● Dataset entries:
"""

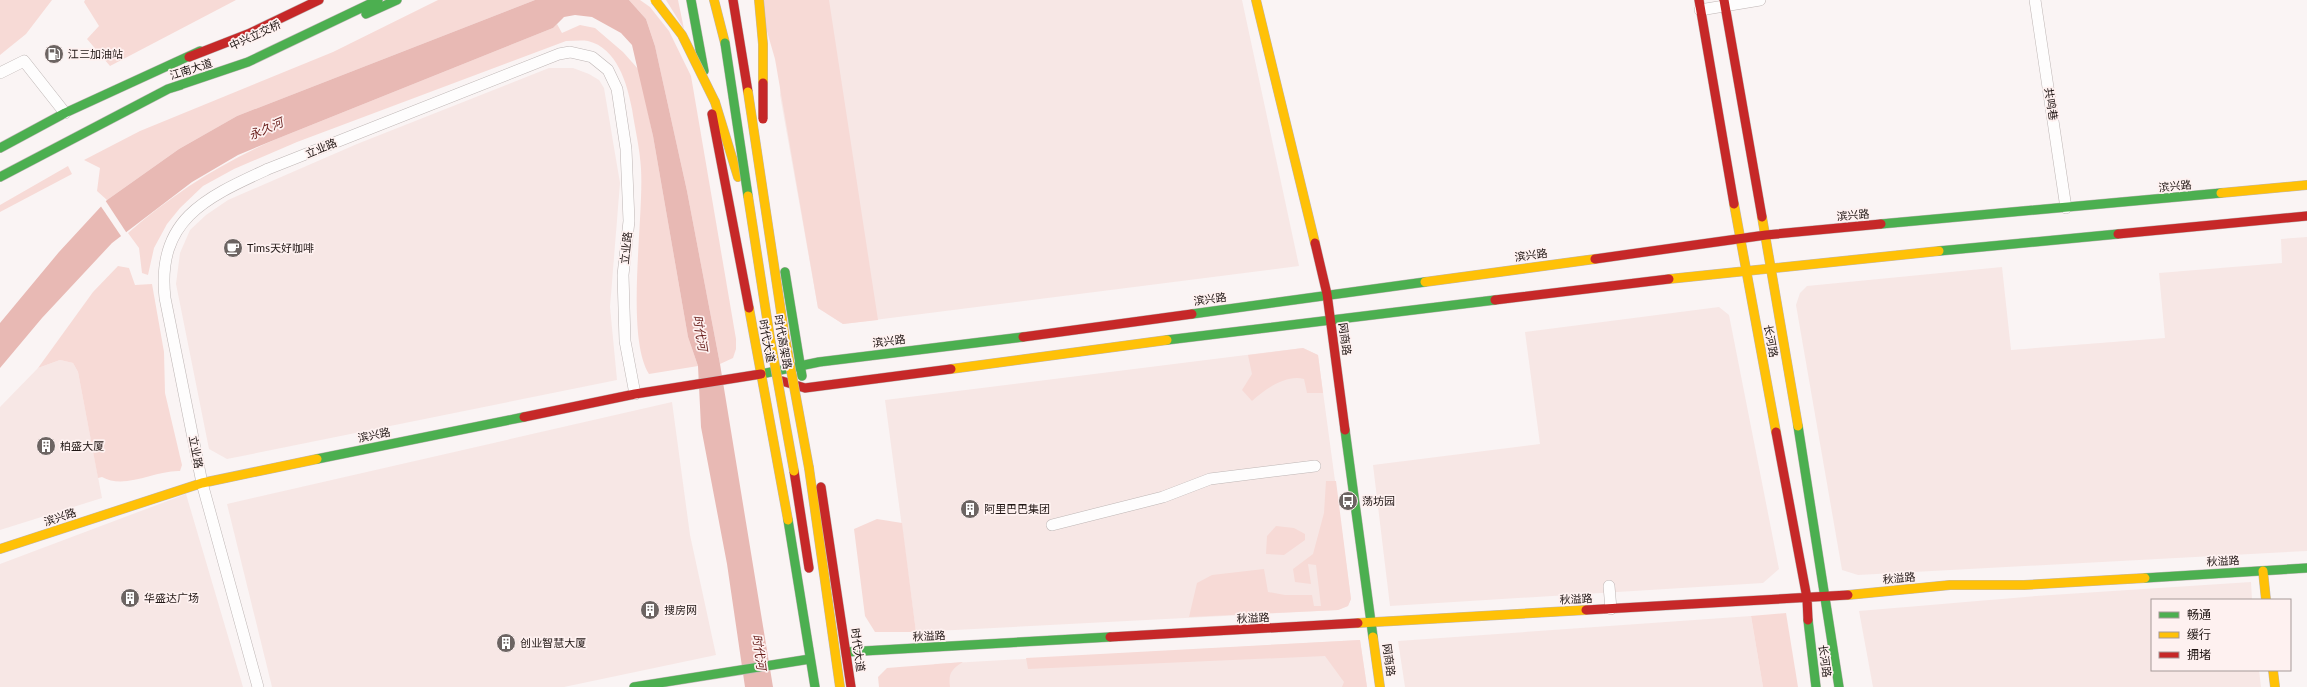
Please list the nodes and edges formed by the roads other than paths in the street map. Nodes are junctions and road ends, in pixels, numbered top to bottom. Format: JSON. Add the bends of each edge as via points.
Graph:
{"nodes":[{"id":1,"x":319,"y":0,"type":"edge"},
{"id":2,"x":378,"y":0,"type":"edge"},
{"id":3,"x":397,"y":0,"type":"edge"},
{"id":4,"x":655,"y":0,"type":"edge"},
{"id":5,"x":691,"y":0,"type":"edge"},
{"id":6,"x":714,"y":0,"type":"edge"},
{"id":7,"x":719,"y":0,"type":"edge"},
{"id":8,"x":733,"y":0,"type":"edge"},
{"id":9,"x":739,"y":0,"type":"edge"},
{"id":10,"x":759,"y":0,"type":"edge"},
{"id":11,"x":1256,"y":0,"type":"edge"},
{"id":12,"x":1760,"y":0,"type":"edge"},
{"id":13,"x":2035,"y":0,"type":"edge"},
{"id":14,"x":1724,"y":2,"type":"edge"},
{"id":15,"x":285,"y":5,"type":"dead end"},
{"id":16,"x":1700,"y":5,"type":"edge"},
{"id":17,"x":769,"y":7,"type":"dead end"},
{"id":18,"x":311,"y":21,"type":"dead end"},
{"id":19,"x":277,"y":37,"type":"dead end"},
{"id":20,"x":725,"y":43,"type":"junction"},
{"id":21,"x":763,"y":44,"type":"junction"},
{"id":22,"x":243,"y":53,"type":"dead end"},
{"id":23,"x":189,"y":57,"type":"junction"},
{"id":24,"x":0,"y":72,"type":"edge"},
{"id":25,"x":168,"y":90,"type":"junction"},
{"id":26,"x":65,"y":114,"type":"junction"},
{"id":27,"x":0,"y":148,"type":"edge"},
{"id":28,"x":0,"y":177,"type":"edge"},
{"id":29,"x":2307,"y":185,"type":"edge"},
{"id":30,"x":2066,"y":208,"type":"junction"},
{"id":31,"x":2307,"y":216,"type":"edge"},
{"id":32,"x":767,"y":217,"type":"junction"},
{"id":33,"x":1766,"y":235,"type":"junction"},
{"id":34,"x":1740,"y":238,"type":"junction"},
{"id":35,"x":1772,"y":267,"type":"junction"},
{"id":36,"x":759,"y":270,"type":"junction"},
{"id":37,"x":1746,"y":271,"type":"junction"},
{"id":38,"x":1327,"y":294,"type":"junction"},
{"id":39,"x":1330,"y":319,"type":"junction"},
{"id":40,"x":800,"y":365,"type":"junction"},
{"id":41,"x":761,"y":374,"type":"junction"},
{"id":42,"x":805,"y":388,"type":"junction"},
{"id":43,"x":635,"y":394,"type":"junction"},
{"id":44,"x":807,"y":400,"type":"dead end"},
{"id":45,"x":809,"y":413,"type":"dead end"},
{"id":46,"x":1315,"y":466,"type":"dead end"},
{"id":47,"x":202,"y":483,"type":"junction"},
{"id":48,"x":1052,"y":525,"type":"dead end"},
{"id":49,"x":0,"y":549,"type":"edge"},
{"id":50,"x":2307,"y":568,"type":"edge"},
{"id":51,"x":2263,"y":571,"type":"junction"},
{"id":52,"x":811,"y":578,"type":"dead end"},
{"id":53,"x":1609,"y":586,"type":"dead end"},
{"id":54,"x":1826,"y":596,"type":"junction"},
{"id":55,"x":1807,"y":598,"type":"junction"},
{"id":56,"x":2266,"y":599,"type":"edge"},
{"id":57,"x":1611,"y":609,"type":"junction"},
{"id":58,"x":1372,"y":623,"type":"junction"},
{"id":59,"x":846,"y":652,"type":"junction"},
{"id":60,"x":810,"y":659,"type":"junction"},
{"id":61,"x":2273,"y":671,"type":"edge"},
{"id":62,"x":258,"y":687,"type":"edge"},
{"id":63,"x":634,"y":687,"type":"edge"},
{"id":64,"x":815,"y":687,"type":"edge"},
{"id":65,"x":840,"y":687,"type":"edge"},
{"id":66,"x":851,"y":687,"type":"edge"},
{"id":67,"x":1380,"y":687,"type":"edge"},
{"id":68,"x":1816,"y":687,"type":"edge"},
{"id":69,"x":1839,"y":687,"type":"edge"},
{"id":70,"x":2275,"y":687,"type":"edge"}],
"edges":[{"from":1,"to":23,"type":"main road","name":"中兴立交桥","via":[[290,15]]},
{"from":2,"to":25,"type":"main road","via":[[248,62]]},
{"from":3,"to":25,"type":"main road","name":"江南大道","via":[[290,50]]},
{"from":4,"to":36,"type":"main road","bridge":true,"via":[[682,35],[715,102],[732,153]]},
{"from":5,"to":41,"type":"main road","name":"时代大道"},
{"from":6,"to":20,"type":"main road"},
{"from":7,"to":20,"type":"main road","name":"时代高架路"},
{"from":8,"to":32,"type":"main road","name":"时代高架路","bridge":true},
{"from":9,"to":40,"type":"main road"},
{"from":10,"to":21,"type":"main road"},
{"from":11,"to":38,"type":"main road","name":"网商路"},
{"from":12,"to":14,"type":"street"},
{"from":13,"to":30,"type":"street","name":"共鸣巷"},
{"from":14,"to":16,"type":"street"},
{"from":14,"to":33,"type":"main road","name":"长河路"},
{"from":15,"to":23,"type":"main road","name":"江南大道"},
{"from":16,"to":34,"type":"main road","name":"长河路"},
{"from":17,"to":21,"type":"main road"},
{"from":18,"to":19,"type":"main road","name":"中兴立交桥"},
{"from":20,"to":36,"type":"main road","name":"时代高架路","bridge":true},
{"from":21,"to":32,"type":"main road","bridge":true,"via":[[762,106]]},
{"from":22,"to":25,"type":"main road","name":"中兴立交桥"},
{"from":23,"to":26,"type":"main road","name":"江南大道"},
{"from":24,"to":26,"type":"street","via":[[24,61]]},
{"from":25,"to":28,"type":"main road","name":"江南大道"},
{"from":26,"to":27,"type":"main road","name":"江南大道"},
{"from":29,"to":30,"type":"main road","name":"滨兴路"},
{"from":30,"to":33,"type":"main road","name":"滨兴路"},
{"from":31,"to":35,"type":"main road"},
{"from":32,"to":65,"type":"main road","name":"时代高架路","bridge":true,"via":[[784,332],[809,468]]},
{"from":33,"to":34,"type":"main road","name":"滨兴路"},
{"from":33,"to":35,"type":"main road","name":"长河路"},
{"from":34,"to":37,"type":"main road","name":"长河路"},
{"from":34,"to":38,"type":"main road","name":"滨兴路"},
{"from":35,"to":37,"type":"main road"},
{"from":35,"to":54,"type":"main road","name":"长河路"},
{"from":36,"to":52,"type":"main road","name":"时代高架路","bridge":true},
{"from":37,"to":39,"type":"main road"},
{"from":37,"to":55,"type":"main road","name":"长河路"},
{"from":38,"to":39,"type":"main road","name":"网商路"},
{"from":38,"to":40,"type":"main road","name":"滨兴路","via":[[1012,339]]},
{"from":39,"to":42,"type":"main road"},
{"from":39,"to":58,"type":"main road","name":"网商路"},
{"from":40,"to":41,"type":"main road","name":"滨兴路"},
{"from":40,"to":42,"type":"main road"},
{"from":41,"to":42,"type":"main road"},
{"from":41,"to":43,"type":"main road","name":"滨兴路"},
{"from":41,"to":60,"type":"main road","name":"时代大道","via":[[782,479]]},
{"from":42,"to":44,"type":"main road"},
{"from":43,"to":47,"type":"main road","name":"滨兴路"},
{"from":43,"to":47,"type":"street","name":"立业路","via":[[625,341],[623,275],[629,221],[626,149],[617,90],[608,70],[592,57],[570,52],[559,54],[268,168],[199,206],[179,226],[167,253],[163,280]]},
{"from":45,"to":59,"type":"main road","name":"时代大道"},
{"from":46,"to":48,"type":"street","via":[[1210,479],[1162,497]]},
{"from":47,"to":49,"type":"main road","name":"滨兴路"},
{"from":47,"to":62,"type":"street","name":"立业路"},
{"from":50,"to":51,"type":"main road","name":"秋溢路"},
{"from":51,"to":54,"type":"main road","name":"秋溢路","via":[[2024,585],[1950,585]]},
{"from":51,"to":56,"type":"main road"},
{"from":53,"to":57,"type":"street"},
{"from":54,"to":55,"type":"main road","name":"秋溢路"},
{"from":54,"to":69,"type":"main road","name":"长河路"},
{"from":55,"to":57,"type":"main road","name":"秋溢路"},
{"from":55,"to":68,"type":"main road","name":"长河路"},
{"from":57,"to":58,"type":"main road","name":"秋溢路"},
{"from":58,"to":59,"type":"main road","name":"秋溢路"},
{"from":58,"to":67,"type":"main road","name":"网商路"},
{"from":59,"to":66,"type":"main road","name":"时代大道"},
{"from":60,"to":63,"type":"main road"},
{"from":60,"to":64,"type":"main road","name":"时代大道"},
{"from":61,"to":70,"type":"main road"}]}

"""

● Directions:
Using the records above, count the lines that hold the string "时代大道", and give back only the result.

● Output of the exercise:
5